Likewise, for A2, the elements that overlap A2 from sets A, B and C are: {A2, B4, B5, C3, C4}. The lowest-scoring element from this set is A2, with a p-value of 1e-06.

For A3, the elements that overlap A3 from sets A, B and C are: {A3, B6}. The lowest-scoring element is A3: 1e-09.

Finally, for A4, the overlaps are {A4, B8, C6}. The lowest-scoring element is C6: 1e-08.

We can repeat this for the second question:

What is the smallest p-value of intervals that overlap between elements in B and elements in A, B and C?

We reuse unionABC.bed, but instead of comparing A against this file, we compare B against the union:

$ bedmap --echo --min-element B.bed unionABC.bed > answer_B_vs_unionABC.bed

For element B1, its overlaps are {A1, B1, C1}. The lowest-scoring element is A1: 1e-08.

B2 overlaps {A1, B2, C2}. Again, the lowest-scoring element is A1: 1e-08.

B3 overlaps {A1, B3, C2}. Again, the lowest-scoring element is A1: 1e-08.

B4 overlaps {A2, B4, C3}. The lowest-scoring element is A2: 1e-06.

And so on.

score 3 · Accepted Answer · 2016-11-07

It's the same process for answering the third question:

$ bedmap --echo --min-element C.bed unionABC.bed > answer_C_vs_unionABC.bed

C1 maps to {A1, B1, C1}. The lowest-scoring element is A1: 1e-08.

Etc.

Each line of the answer_* files has two elements in it. The element from the reference set (A, B or C) and the minimum-scoring element from the union set of ABC. These two elements are separated by a pipe (|) character.

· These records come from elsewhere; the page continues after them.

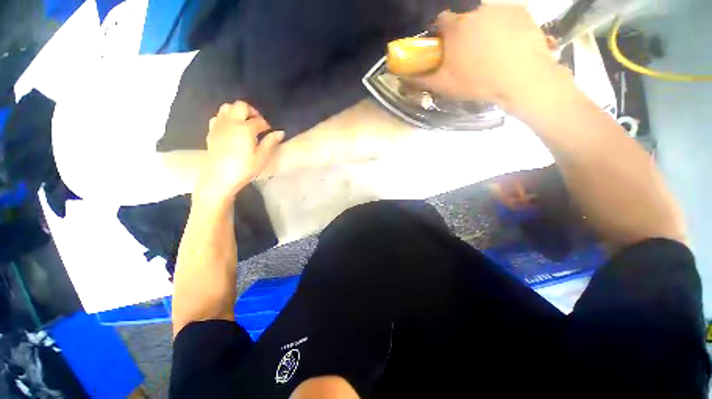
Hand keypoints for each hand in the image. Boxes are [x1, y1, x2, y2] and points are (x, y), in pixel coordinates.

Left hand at [197, 101, 283, 199]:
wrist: (218, 179)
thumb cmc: (243, 169)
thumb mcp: (261, 158)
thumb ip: (270, 143)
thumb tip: (280, 132)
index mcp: (245, 129)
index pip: (259, 121)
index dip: (267, 125)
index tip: (270, 132)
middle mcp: (231, 122)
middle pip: (241, 106)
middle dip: (252, 111)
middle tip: (258, 123)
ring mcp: (219, 126)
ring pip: (227, 107)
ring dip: (238, 112)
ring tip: (245, 123)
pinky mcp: (211, 132)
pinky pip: (218, 117)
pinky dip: (226, 118)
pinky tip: (231, 128)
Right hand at [415, 6, 572, 111]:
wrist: (521, 78)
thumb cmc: (478, 82)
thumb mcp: (444, 85)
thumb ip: (422, 79)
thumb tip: (403, 78)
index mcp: (455, 27)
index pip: (441, 20)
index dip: (441, 33)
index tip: (445, 46)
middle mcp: (475, 10)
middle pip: (464, 17)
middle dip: (463, 32)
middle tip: (469, 52)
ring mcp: (500, 7)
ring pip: (485, 16)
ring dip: (483, 28)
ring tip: (491, 49)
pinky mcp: (521, 11)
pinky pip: (506, 15)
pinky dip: (504, 26)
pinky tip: (508, 44)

You can pass these files to awk to filter them for p-values of interest ("weakly-enriched"), using the pipe character to split the two elements and test if the score column in the second element is between your p-value threshold:

$ awk '\
    function parse_en(eng_num) { \
      split(eng_num,en,/[eEdD]/); return en[1]*10**en[2]; \
    } \
    { \
      n=split($0, elems, "|"); \
      m=split(elems[2], minScoreElem, "\t"); \
      pVal=parse_en(minScoreElem[5]); \ 
      if ((pVal >= 0.000001) && (pVal <= 0.01)) { \
        print $0; \
      } \
    }' answer_A_vs_unionABC.bed > weakly_enriched.answer_A_vs_unionABC.bed

(Awk function to parse scientific notation from here.)

Or you could use a Perl or Python script to do the same — you could even read the file into R and process it there with string parsing functions, though I wouldn't recommend it.

Once you have filtered results for each set, you could figure out what set operations or statistical test you would want to run next to count elements from these results, and then determine if an element is weakly-interacting (or not).

BEDOPS runs fast because it requires that BED files are sorted. Other apps are starting to use sorting to get performance improvements, but I don't know if Granges now uses sorting to make its operations run quickly. In any case, to answer this particular question, BEDOPS bedmap and awk should run very quickly for you.